Dataset excerpts:
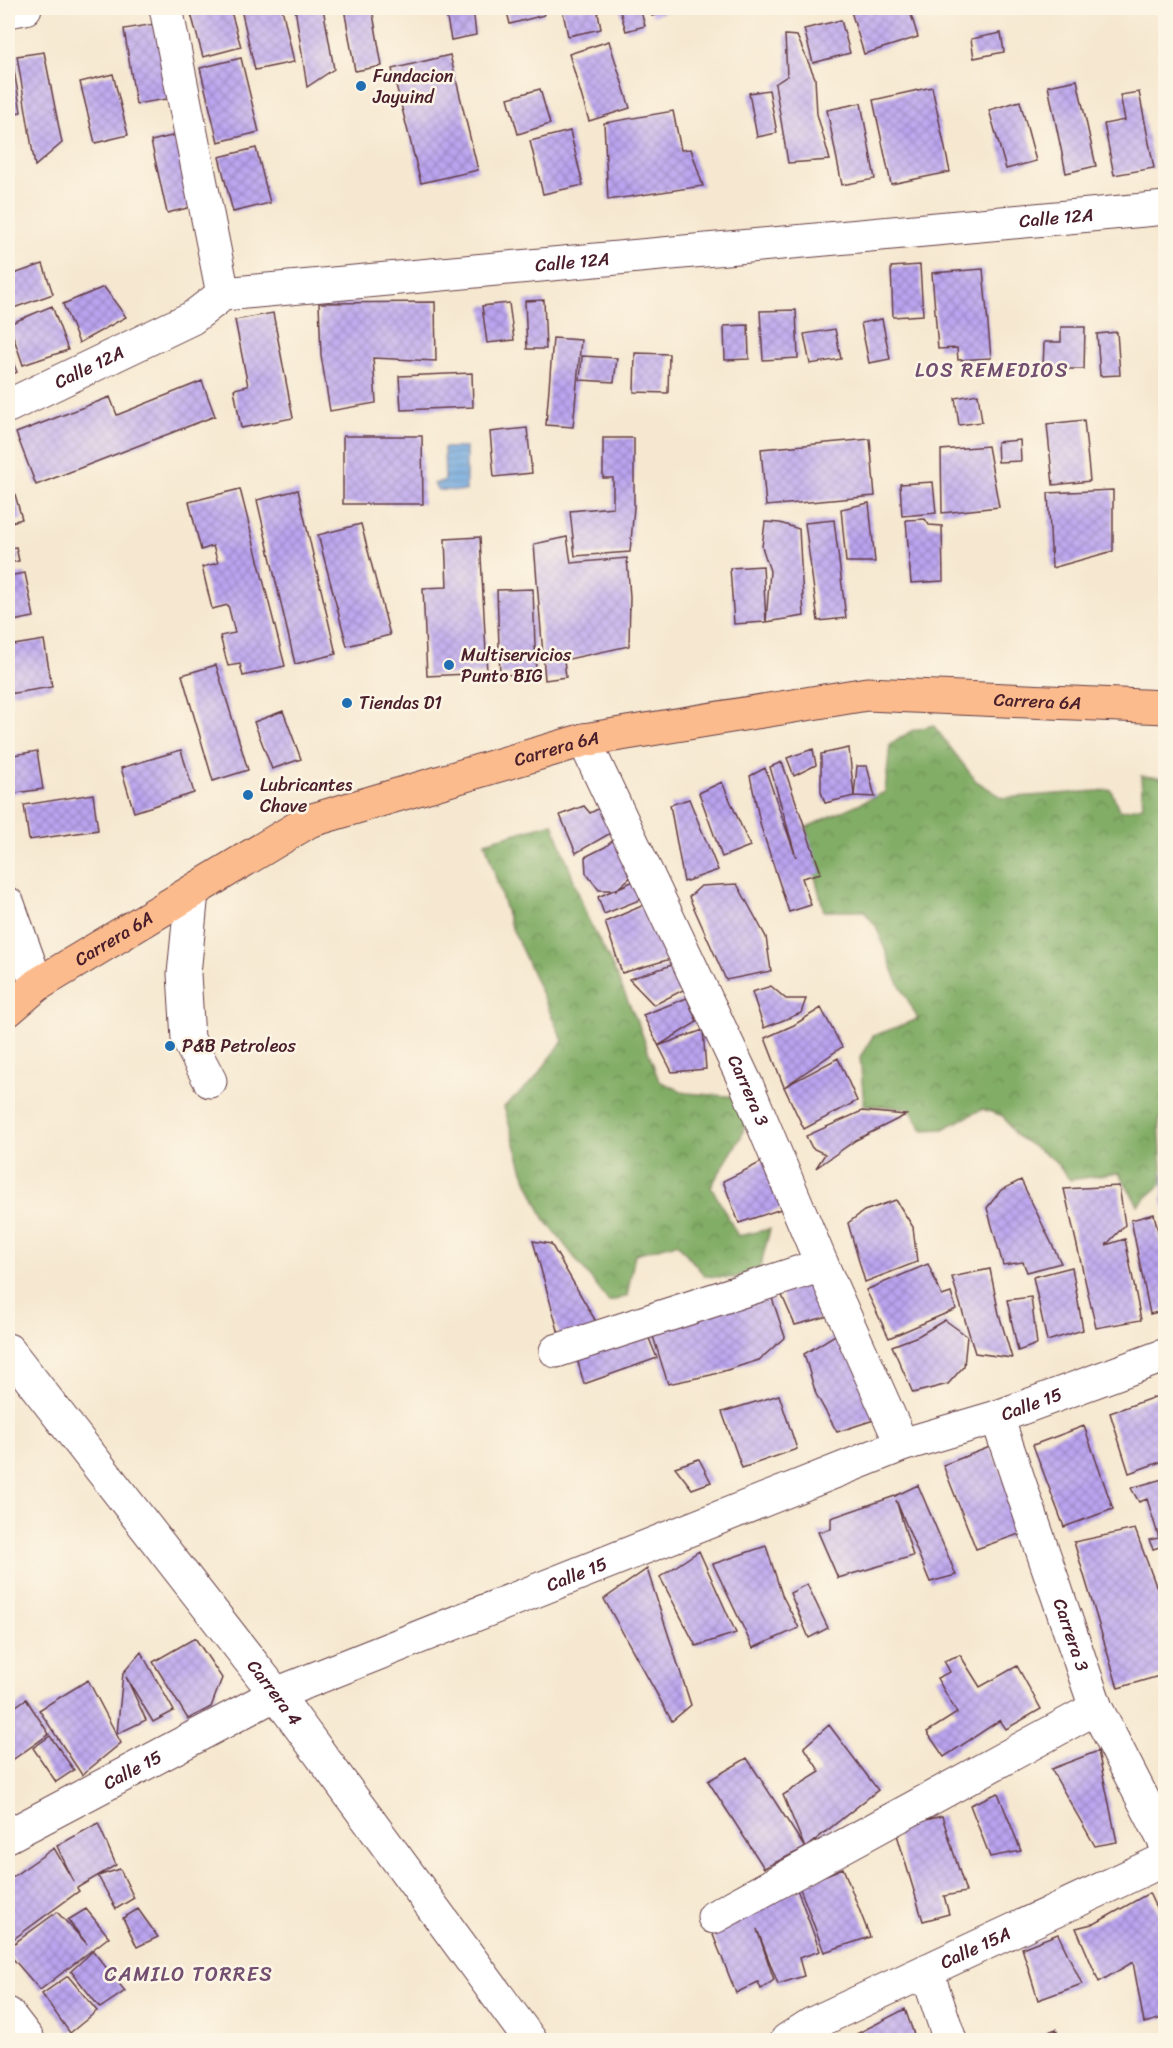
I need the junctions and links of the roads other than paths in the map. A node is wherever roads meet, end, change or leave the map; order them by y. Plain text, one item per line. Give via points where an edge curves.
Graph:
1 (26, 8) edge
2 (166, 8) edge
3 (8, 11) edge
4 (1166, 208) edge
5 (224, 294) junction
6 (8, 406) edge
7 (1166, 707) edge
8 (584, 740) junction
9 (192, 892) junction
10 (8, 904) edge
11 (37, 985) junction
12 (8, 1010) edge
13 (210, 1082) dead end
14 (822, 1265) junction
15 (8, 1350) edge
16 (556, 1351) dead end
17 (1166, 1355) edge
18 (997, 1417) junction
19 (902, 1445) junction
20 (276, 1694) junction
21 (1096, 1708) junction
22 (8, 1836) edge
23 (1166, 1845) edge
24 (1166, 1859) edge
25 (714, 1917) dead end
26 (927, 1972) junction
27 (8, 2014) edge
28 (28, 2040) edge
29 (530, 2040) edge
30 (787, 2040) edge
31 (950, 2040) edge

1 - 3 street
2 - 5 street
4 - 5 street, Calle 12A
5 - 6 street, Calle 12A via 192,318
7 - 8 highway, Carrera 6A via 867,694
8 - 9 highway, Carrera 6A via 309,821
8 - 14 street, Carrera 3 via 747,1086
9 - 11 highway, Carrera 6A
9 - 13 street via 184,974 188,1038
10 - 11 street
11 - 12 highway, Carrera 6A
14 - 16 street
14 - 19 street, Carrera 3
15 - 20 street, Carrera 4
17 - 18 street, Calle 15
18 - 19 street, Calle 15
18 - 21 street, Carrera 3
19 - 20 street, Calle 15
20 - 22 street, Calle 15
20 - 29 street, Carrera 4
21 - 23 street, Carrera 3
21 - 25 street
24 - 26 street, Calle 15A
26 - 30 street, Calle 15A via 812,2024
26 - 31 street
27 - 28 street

— EXERCISE —
Go through the records above and copy each line where "Calle" is found.

— ANSWER SECTION —
4 - 5 street, Calle 12A
5 - 6 street, Calle 12A via 192,318
17 - 18 street, Calle 15
18 - 19 street, Calle 15
19 - 20 street, Calle 15
20 - 22 street, Calle 15
24 - 26 street, Calle 15A
26 - 30 street, Calle 15A via 812,2024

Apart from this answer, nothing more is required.